— Так отдай его сына Владимира!
— Ты что, Кза — сдурел? Или забыл, что сын Игоря — это мой будущий зять? Он обручён с моей дочкой!
— Тогда разреши взять Всеволода!
— Это всё равно, что отдать самого Игоря! Разве не знаешь, как Игорь любит младшего брата?
— Отдай Святослава! И не перечь мне! Его отец, князь Олег, был моим лютым врагом! Он перебил мой род! Он чуть было не взял в полон мою семью! Смерть моего сына требует отмщения, требует вражьей крови!

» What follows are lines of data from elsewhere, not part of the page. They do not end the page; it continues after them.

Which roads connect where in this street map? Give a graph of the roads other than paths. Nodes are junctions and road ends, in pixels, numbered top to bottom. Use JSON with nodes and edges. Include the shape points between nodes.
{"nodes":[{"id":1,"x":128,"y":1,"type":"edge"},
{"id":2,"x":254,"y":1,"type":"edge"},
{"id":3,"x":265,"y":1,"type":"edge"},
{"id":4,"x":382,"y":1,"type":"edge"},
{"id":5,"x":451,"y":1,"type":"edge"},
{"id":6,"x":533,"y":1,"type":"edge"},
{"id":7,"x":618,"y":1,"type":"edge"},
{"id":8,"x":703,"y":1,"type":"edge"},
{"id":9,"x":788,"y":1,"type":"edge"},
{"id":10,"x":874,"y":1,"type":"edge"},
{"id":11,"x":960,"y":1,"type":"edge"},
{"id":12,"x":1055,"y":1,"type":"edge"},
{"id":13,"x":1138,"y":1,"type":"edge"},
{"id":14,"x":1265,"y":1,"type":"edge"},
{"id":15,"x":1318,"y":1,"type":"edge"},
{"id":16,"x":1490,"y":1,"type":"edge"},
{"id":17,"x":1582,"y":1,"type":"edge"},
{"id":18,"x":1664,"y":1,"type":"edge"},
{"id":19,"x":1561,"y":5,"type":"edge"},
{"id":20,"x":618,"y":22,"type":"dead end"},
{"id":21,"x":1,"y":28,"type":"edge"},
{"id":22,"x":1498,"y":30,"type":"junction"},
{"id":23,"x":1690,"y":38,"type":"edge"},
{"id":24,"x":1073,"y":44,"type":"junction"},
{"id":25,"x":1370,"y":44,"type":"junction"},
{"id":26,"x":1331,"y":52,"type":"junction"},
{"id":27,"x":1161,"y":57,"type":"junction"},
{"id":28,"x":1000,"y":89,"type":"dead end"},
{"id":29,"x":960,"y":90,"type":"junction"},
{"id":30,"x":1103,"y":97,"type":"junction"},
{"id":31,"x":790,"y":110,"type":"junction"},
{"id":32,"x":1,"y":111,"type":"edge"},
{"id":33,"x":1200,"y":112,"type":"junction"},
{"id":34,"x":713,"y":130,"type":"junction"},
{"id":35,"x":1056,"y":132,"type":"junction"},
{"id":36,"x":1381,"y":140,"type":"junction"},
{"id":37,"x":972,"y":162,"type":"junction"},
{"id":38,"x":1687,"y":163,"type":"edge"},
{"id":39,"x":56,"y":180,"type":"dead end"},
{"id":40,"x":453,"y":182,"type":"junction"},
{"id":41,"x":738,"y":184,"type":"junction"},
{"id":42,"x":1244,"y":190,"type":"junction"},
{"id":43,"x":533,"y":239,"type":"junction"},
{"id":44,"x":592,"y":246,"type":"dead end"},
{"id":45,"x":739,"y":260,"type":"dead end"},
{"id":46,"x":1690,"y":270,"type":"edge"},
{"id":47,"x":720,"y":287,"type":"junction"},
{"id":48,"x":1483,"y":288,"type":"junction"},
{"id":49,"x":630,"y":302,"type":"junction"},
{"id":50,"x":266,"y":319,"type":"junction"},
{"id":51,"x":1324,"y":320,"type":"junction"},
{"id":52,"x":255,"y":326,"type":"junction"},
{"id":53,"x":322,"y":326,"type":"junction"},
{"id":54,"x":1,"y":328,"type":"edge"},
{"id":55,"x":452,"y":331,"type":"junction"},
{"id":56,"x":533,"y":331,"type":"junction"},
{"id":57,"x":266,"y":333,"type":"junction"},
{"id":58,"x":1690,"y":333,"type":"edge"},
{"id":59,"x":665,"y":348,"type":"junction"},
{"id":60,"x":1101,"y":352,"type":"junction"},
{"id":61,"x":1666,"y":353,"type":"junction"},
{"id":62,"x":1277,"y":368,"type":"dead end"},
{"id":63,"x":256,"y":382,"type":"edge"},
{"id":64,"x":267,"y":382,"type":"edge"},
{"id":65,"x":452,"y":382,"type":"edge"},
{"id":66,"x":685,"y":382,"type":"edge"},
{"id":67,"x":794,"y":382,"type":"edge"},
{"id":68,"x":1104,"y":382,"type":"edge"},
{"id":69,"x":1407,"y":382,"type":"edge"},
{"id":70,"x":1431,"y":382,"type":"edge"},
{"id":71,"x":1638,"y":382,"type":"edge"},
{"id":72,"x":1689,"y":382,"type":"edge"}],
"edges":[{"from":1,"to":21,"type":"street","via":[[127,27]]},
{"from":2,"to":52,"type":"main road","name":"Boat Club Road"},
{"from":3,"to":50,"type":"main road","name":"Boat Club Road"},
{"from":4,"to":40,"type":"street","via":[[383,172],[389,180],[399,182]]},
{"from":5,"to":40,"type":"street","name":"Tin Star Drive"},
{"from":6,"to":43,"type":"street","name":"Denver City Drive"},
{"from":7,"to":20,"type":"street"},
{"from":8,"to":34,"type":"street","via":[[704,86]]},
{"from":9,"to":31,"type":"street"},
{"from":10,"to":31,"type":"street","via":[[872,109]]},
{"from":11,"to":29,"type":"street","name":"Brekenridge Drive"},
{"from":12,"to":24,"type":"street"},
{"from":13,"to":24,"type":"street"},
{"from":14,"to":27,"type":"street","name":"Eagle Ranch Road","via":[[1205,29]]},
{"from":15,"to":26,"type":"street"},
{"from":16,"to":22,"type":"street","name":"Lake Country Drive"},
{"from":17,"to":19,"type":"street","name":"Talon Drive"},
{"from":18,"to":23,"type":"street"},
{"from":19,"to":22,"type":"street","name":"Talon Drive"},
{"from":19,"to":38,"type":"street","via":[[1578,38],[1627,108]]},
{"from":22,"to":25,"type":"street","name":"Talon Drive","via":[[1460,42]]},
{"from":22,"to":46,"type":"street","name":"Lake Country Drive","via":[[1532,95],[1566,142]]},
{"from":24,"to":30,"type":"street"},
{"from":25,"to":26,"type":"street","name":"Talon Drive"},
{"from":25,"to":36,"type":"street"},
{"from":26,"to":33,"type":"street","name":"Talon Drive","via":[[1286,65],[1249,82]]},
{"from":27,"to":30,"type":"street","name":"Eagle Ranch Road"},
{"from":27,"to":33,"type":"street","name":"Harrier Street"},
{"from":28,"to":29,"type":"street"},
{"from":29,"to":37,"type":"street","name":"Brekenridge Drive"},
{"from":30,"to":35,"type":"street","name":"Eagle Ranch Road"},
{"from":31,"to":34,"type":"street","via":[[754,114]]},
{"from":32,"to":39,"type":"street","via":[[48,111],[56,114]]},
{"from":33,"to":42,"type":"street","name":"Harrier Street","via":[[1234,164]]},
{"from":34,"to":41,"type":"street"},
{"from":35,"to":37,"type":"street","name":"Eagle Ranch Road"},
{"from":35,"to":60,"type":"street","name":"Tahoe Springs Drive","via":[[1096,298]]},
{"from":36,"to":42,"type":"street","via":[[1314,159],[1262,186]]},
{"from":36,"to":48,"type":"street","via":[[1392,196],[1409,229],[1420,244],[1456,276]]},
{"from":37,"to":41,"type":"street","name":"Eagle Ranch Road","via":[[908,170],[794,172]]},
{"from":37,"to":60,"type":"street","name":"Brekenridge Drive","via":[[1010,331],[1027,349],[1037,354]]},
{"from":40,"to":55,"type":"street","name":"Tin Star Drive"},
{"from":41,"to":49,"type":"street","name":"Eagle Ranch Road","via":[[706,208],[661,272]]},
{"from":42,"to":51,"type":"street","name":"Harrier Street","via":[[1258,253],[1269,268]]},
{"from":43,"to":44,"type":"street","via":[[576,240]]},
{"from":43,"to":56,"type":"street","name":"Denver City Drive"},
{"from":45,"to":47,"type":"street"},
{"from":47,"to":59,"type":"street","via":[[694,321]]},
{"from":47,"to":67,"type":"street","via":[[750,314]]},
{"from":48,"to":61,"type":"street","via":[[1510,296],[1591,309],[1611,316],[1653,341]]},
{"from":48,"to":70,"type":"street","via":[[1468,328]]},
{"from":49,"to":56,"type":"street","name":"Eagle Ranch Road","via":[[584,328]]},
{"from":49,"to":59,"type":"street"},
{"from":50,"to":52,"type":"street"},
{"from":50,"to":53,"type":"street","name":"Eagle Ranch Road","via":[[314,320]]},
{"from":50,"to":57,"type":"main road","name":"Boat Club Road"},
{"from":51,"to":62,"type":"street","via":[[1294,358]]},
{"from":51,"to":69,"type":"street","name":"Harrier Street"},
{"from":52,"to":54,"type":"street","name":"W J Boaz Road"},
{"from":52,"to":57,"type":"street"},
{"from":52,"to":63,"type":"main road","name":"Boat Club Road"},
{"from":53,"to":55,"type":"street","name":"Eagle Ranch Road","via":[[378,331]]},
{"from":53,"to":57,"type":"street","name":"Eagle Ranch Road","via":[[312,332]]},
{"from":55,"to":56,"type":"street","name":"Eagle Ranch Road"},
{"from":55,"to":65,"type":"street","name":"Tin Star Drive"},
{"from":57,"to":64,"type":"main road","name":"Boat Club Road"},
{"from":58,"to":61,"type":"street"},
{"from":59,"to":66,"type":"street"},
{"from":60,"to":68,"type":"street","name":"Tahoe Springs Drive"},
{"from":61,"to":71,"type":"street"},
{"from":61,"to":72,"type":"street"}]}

Они ещё долго бы спорили, ибо Кза упорно добивался своего, а Кончак не менее настойчиво возражал ему. Но вдруг в стойбище поднялся крик, послышался топот конских копыт.
— Что случилось? — встревожился Кончак.
Они вышли из юрты. Сюда с отчаянным криком мчались на конях несколько молодых джигитов.
— Хан, великий хан! Князь Игорь убежал!
— Да вы случаем не пьяны? Как это убежал? Когда?
— Должно быть ещё вечером, постель не смята и холодная…
Кончак изменился в лице.
— Проклятье!
Кза злорадно улыбнулся.
— Вот видишь! А ты ему верил! Поручился за него! Теперь, если поймаем, ты отдашь его мне!
— По коням! — крикнул Кончак. — Мы его догоним!
В погоню помчались оба хана — и Кончак, и Кза — со своими людьми. След взяли сразу — на берегу, где была смята трава, остались отпечатки ног на песке, а на том берегу нашли следы коней. По ним и двинулись вдогон беглецам.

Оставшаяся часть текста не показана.